▶ [RECORDS PROVIDED]
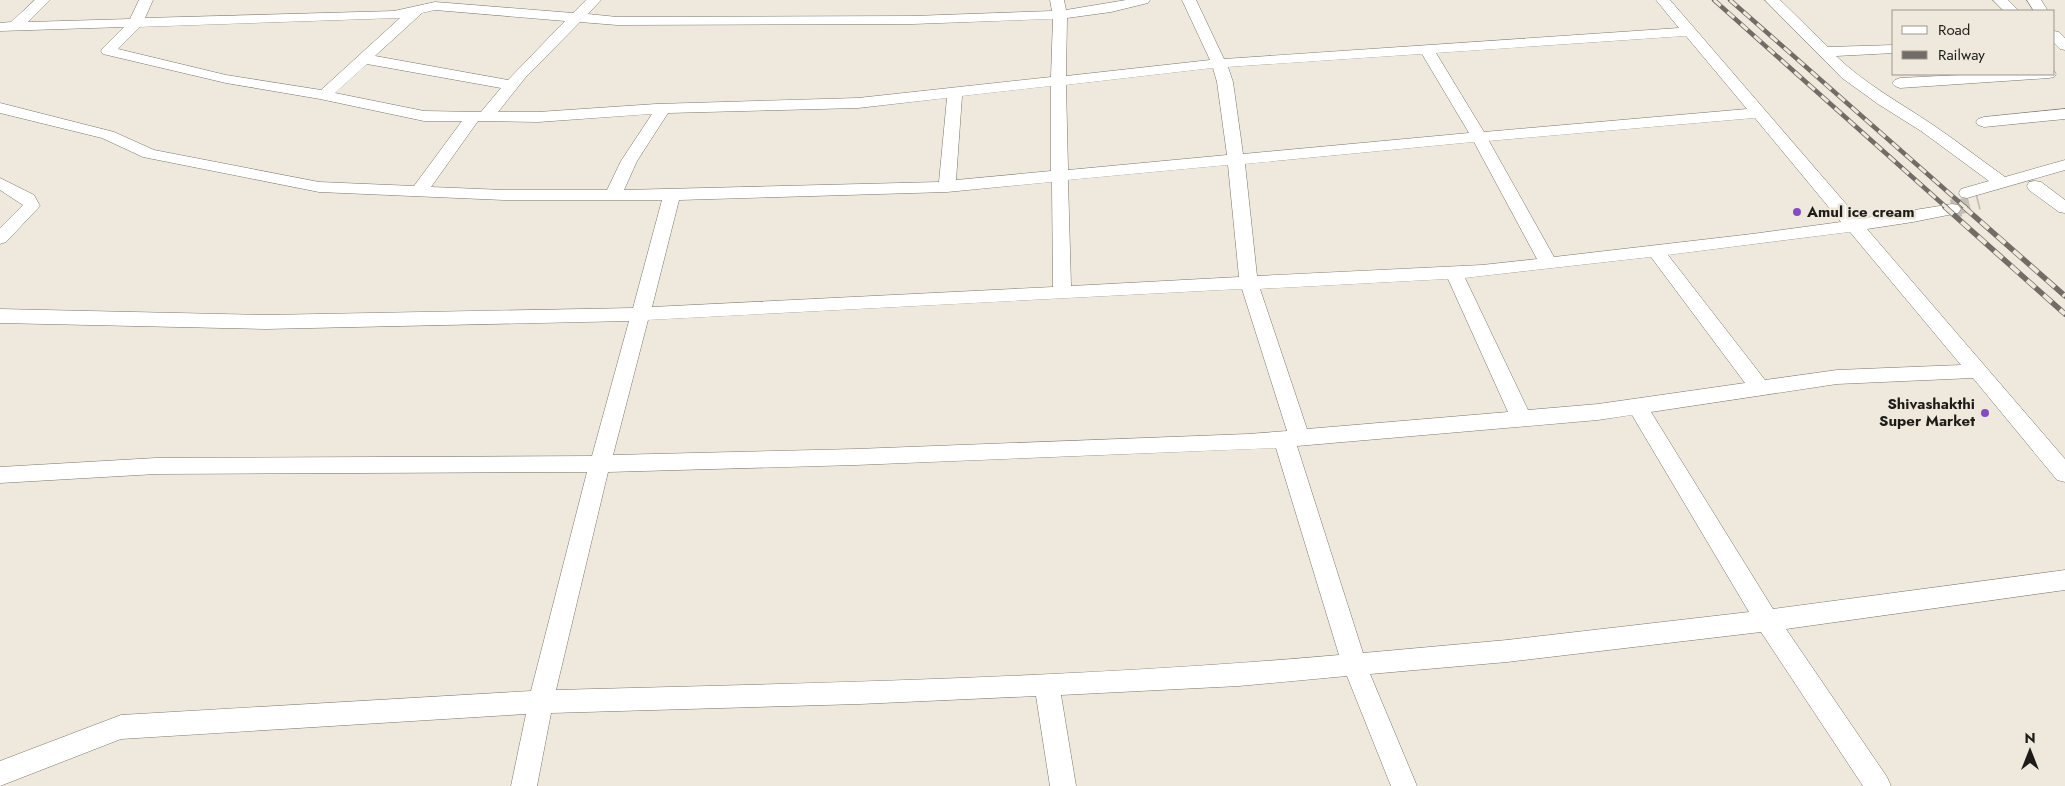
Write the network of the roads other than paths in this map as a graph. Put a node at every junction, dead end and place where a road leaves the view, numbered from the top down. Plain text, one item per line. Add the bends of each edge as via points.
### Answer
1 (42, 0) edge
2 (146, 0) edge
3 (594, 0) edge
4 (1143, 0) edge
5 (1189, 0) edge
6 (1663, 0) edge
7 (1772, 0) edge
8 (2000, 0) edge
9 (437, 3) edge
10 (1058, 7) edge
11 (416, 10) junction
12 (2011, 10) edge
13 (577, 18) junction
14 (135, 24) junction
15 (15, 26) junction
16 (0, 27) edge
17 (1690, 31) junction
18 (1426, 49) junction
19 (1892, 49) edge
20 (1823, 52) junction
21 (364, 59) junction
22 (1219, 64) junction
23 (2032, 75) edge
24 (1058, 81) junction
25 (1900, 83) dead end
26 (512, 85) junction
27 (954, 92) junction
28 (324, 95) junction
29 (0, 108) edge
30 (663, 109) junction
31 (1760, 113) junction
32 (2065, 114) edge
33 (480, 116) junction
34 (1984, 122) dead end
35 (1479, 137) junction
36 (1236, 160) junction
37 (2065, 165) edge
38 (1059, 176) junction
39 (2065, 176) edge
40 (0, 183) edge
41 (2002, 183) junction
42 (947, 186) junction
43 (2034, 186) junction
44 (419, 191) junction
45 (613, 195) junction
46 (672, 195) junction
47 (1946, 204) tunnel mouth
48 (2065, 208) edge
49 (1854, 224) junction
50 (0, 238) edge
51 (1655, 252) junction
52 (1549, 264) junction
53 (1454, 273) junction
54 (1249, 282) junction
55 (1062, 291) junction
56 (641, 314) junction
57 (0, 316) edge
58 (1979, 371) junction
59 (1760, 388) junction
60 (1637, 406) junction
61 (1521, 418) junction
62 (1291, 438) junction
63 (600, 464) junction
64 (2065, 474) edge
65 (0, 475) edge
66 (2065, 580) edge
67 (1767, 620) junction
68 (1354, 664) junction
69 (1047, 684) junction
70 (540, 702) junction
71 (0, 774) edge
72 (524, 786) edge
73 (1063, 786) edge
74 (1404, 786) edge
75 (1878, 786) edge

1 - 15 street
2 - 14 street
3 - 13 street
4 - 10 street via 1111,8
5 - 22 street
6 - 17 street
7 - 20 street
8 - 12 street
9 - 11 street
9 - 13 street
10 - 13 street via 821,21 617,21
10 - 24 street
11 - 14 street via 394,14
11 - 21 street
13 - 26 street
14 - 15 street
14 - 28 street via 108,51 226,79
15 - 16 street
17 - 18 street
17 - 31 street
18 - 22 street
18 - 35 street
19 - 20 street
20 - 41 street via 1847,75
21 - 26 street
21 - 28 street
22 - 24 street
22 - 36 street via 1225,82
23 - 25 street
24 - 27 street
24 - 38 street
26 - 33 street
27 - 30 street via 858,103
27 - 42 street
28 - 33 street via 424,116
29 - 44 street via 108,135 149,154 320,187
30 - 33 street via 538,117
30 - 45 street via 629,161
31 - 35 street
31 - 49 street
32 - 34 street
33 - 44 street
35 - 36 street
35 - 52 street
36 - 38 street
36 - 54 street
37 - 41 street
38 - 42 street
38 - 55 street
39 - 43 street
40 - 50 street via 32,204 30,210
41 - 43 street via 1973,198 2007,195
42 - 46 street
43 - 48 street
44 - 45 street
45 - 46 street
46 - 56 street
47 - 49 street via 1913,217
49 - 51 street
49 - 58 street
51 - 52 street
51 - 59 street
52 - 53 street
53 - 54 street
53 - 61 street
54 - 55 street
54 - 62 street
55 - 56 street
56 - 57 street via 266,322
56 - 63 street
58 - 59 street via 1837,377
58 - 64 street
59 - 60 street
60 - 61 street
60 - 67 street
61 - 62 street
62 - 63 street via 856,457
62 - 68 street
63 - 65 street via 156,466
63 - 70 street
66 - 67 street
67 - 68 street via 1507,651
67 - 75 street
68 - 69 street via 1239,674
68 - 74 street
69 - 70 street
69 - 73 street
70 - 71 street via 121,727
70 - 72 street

---

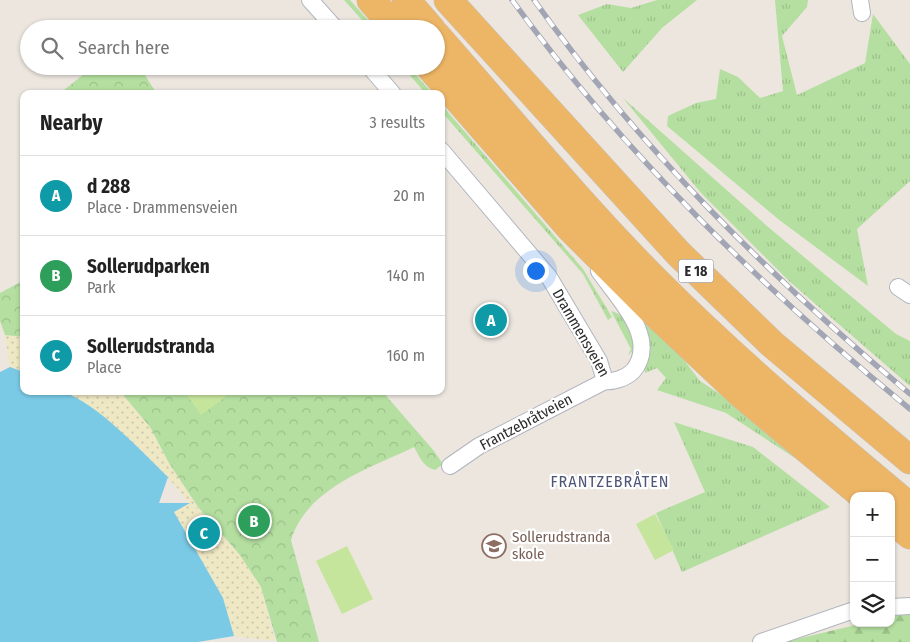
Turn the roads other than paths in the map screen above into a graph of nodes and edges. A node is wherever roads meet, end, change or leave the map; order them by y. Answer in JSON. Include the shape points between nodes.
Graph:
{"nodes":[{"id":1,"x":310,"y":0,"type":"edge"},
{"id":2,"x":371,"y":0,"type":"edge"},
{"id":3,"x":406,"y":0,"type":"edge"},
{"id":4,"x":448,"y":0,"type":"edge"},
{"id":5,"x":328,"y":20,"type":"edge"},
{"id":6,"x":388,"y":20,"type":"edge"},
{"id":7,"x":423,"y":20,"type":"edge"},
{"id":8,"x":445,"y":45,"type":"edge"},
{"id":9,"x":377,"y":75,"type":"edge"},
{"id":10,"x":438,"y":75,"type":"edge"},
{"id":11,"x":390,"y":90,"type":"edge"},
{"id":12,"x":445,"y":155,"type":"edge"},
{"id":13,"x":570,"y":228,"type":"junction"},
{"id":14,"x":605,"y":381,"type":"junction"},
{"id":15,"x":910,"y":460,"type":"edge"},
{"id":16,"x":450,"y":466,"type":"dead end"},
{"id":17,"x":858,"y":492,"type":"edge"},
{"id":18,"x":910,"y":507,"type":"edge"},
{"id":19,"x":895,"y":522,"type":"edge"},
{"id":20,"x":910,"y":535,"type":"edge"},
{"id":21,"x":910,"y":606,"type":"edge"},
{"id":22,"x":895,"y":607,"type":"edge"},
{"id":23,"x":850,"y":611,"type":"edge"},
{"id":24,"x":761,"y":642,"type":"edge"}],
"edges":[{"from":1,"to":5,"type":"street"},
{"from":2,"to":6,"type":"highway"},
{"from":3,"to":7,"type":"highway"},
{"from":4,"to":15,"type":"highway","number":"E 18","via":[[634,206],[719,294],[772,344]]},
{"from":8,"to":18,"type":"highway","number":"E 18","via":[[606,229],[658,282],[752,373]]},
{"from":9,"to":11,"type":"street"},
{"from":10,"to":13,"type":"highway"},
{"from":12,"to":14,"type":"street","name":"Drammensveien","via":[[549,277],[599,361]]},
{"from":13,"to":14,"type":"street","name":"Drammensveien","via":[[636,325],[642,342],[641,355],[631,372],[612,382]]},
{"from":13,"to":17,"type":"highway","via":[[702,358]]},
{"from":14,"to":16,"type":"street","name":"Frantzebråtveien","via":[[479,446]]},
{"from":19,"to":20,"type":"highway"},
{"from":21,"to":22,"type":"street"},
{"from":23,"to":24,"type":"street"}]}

▶ [INSTRUCTIONS TO FOLLOW]
Show me every line of the entries above that holds "edges".

▶ [ANSWER BELOW]
Turn the roads other than paths in the map screen above into a graph of nodes and edges. A node is wherever roads meet, end, change or leave the map; order them by y. Answer in JSON. Include the shape points between nodes.
"edges":[{"from":1,"to":5,"type":"street"},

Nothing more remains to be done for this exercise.